Directions →
Would you return the listing that follows exactly, leaving its pictures behind?

Raw data →
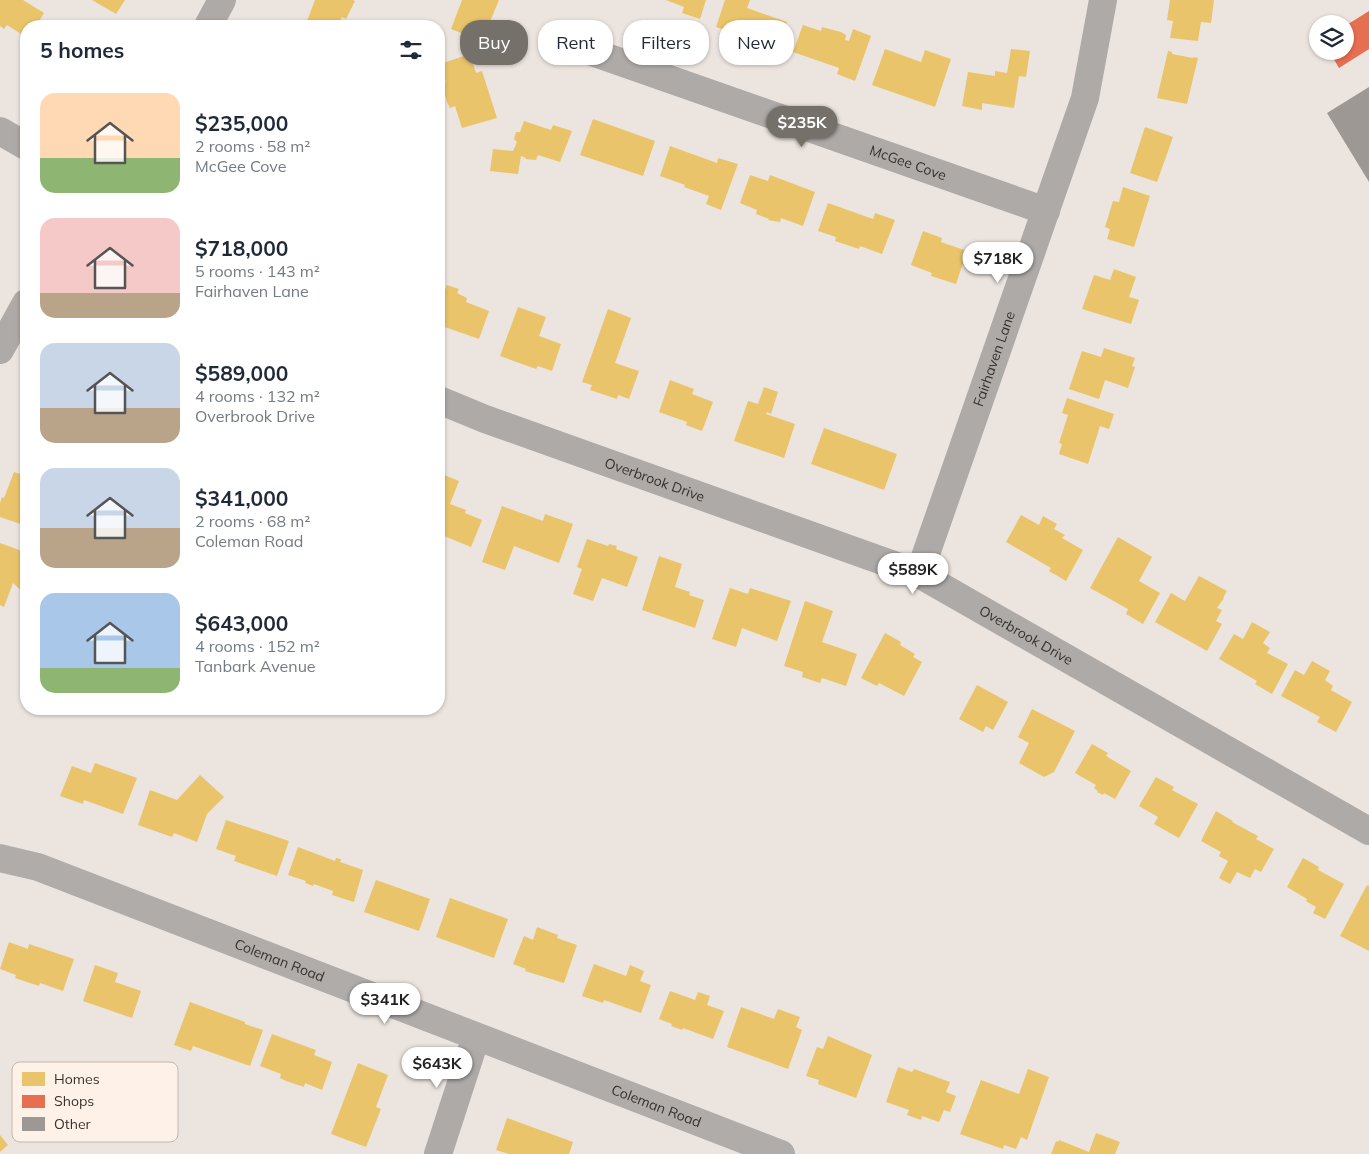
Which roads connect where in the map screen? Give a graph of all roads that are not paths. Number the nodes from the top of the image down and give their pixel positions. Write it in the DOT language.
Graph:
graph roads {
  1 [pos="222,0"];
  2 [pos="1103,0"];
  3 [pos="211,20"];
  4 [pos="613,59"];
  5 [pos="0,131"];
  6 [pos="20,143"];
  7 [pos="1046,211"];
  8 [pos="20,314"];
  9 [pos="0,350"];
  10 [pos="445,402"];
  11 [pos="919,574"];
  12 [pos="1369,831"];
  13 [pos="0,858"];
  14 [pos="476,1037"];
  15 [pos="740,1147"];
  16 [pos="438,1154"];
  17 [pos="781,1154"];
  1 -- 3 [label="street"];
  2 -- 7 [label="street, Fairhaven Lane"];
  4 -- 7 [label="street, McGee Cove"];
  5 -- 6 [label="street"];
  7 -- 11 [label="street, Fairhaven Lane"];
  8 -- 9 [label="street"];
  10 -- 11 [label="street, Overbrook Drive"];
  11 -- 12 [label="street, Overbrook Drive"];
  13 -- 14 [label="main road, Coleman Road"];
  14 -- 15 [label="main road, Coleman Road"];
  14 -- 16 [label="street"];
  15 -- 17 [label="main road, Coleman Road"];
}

Solution →
Which roads connect where in the map screen? Give a graph of all roads that are not paths. Number the nodes from the top of the image down and give their pixel positions. Write it in the DOT language.
Graph:
graph roads {
  1 [pos="222,0"];
  2 [pos="1103,0"];
  3 [pos="211,20"];
  4 [pos="613,59"];
  5 [pos="0,131"];
  6 [pos="20,143"];
  7 [pos="1046,211"];
  8 [pos="20,314"];
  9 [pos="0,350"];
  10 [pos="445,402"];
  11 [pos="919,574"];
  12 [pos="1369,831"];
  13 [pos="0,858"];
  14 [pos="476,1037"];
  15 [pos="740,1147"];
  16 [pos="438,1154"];
  17 [pos="781,1154"];
  1 -- 3 [label="street"];
  2 -- 7 [label="street, Fairhaven Lane"];
  4 -- 7 [label="street, McGee Cove"];
  5 -- 6 [label="street"];
  7 -- 11 [label="street, Fairhaven Lane"];
  8 -- 9 [label="street"];
  10 -- 11 [label="street, Overbrook Drive"];
  11 -- 12 [label="street, Overbrook Drive"];
  13 -- 14 [label="main road, Coleman Road"];
  14 -- 15 [label="main road, Coleman Road"];
  14 -- 16 [label="street"];
  15 -- 17 [label="main road, Coleman Road"];
}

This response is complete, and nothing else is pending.